Photosensitive Composite Inks for Digital Light Processing Four-Dimensional Printing of Shape Memory Capture Devices

High-performance shape memory thermosetting polymers and their composites for four-dimensional (4D) printing are essential in practical applications. To date, most printable thermosets suffer from complicated processes, poor thermodynamic performances, and low printing speed. Here, photosensitive composite inks for fast photocuring printing are developed. The inks consist of epoxy acrylate (EPAc), polyethylene glycol dimethacrylate (PEGDMA), and carbon fillers, which form a firm network structure when exposed to UV light. EPAc is synthesized via addition esterification of epoxy resin and acrylic acid under mild conditions. It is worth noting that raw materials for the reaction are diverse, including not only various epoxy resins but also molecules with epoxy groups. The 4D printing speed of up to 180 mm/h is mainly attributed to the exothermic reaction initiated by free radicals, which accelerates the polymerization of EPAc and PEGDMA. Most importantly, by increasing the exposure time of each layer from 1 s to 3 s during the printing process, the epoxy composite-infilled carbon nanotubes and carbon fibers are printed to ensure the integrity of the microlayer structure.
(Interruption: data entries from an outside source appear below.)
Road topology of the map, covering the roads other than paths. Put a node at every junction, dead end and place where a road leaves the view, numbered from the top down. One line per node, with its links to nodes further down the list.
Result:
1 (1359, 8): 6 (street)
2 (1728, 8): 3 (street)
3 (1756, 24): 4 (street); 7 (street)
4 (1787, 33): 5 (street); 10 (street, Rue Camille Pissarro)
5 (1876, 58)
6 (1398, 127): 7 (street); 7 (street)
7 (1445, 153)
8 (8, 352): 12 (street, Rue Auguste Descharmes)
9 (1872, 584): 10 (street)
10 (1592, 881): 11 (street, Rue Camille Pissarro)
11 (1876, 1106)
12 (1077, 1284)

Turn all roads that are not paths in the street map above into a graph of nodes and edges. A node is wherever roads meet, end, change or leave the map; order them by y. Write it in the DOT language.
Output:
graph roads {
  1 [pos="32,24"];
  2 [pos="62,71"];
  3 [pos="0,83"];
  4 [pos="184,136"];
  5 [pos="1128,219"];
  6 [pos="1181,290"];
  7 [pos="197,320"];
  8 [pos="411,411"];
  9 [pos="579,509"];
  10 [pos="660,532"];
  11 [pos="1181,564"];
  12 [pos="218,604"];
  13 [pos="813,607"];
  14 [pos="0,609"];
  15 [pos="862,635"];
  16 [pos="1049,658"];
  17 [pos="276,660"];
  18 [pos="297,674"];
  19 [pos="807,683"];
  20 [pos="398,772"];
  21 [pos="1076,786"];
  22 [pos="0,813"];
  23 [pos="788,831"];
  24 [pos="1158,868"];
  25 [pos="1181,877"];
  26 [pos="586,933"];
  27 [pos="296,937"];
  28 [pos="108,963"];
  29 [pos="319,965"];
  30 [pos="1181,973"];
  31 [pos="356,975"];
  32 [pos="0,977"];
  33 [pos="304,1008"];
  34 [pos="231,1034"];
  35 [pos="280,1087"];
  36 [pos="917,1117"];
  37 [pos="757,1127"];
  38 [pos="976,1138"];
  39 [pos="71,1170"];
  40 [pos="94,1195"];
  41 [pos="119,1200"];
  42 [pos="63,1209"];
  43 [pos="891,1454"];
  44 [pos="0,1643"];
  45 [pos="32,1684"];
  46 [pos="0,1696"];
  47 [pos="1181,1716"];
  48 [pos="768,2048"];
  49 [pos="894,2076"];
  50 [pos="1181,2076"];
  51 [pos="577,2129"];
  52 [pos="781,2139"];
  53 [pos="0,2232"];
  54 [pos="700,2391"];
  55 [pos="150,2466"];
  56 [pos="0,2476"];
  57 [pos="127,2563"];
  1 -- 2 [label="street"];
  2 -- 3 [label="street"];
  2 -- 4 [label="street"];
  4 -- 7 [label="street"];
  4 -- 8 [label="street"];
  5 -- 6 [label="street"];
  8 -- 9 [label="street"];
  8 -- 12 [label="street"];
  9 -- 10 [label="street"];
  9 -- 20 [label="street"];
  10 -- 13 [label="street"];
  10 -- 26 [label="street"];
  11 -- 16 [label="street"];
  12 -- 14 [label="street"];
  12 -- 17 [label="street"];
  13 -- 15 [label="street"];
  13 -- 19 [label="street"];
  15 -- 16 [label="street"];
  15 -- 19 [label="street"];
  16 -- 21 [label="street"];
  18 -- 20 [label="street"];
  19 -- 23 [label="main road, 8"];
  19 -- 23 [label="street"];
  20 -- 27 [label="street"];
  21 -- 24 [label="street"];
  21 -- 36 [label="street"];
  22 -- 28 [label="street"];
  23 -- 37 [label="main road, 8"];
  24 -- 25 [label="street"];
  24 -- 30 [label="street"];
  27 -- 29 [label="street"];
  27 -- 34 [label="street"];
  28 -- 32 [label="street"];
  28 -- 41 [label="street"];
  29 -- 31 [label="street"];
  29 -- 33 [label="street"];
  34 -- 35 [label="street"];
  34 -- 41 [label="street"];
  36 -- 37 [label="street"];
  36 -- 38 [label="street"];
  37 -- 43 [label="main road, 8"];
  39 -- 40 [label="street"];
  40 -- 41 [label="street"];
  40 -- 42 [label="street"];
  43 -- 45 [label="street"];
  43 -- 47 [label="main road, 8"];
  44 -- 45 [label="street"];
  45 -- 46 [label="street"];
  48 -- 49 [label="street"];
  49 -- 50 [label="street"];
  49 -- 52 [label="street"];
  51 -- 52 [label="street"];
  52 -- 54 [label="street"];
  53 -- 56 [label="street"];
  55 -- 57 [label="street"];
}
Furthermore, we design a claw-like catcher device based on the above printable composite inks to demonstrate its potential applications in aerospace, such as grasping end-of-service spacecraft or explosive debris. Undoubtedly, 4D printing technology opens up a new portal for the manufacturing of thermoset epoxy composites and complex structures, which make the shape memory thermosetting epoxy resins and their composites possess excellent properties and good engineering application prospects.

Automated summary

This study developed photosensitive composite inks for fast photocuring printing, which increased the 4D printing speed through an exothermic reaction initiated by free radicals. By increasing exposure time, the integrity of the microlayer structure was ensured. The design of a claw-like catcher device demonstrated the potential applications in aerospace.